Mean-Field Variational Inference

Assume q(z) factorizes: q(z) = prod_j q_j(z_j).

Optimal factor (coordinate ascent):

log q_j*(z_j) = E_{q_{-j}}[log P(x, z)] + const

Iterate over factors until convergence.

Stochastic Variational Inference (SVI)

For large datasets, use stochastic optimization on the ELBO:

  1. Subsample a mini-batch of data
  2. Compute noisy gradient of ELBO w.r.t. variational parameters
  3. Update parameters with SGD/Adam

Enables variational inference on millions of data points.

Variational Autoencoders (VAE)

Use neural networks for both q(z|x; phi) (encoder) and P(x|z; theta) (decoder). Optimize ELBO using the reparameterization trick:

z = mu + sigma * epsilon,   epsilon ~ N(0, I)

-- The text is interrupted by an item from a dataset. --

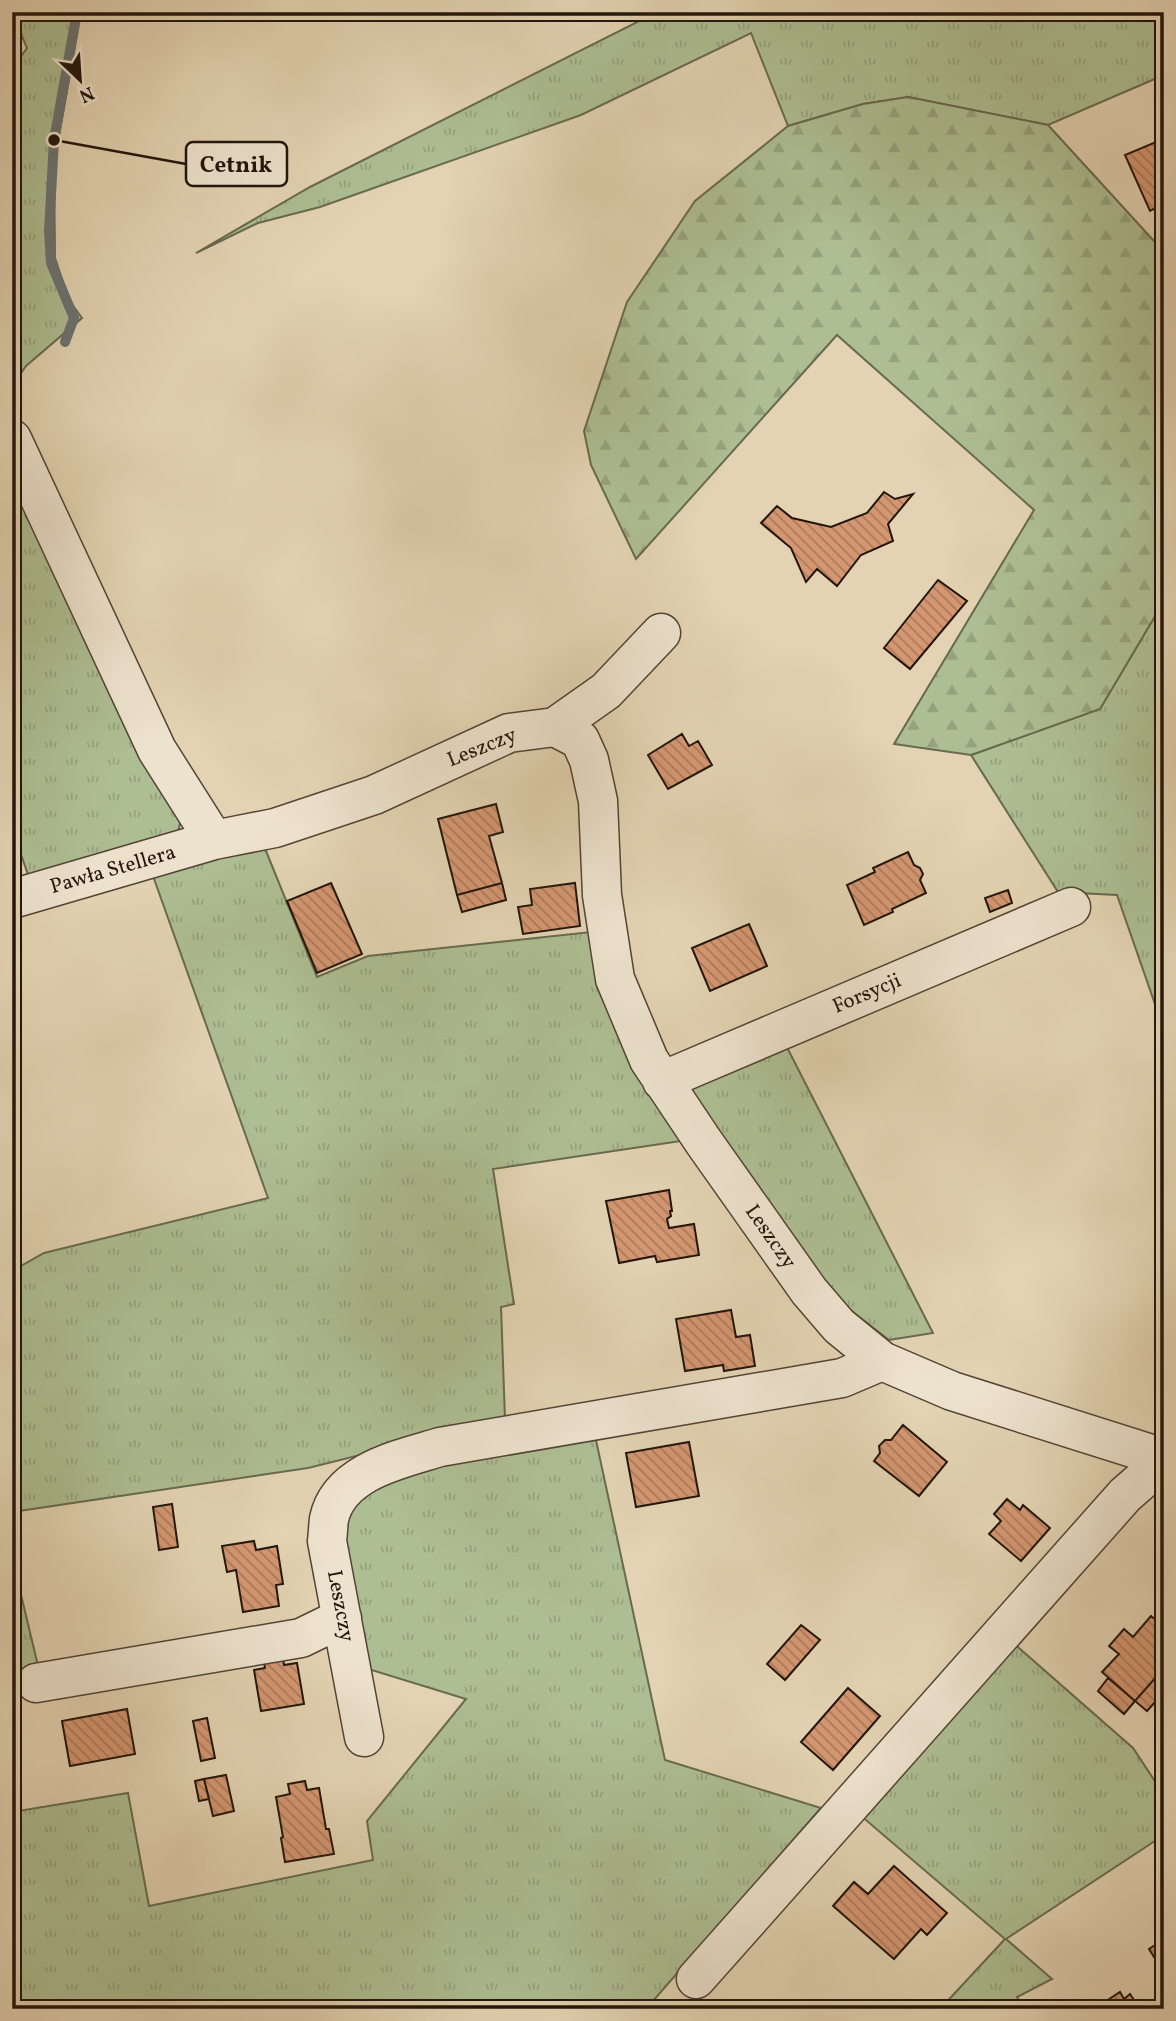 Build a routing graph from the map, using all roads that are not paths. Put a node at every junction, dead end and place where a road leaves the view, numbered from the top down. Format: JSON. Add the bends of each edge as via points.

This makes the sampling step differentiable, enabling backpropagation through the encoder.

Comparison of Inference Methods

Method Scalability Exactness Flexibility
Exact inference Small models Exact Limited
MCMC (Gibbs, HMC) Moderate Asymptotic High
Variational (CAVI) Moderate Approximate Moderate
SVI Large-scale Approximate High
Laplace approx Fast Rough Limited

Practical Notes

  • Naive Bayes: first thing to try for text classification. Fast, few hyperparameters.
  • GMM: better than K-means when clusters are elliptical or overlap. Use BIC for model selection.
  • GPs: excellent for small datasets where uncertainty matters (Bayesian optimization, active learning).
  • Variational inference: when MCMC is too slow and you need approximate Bayesian inference at scale.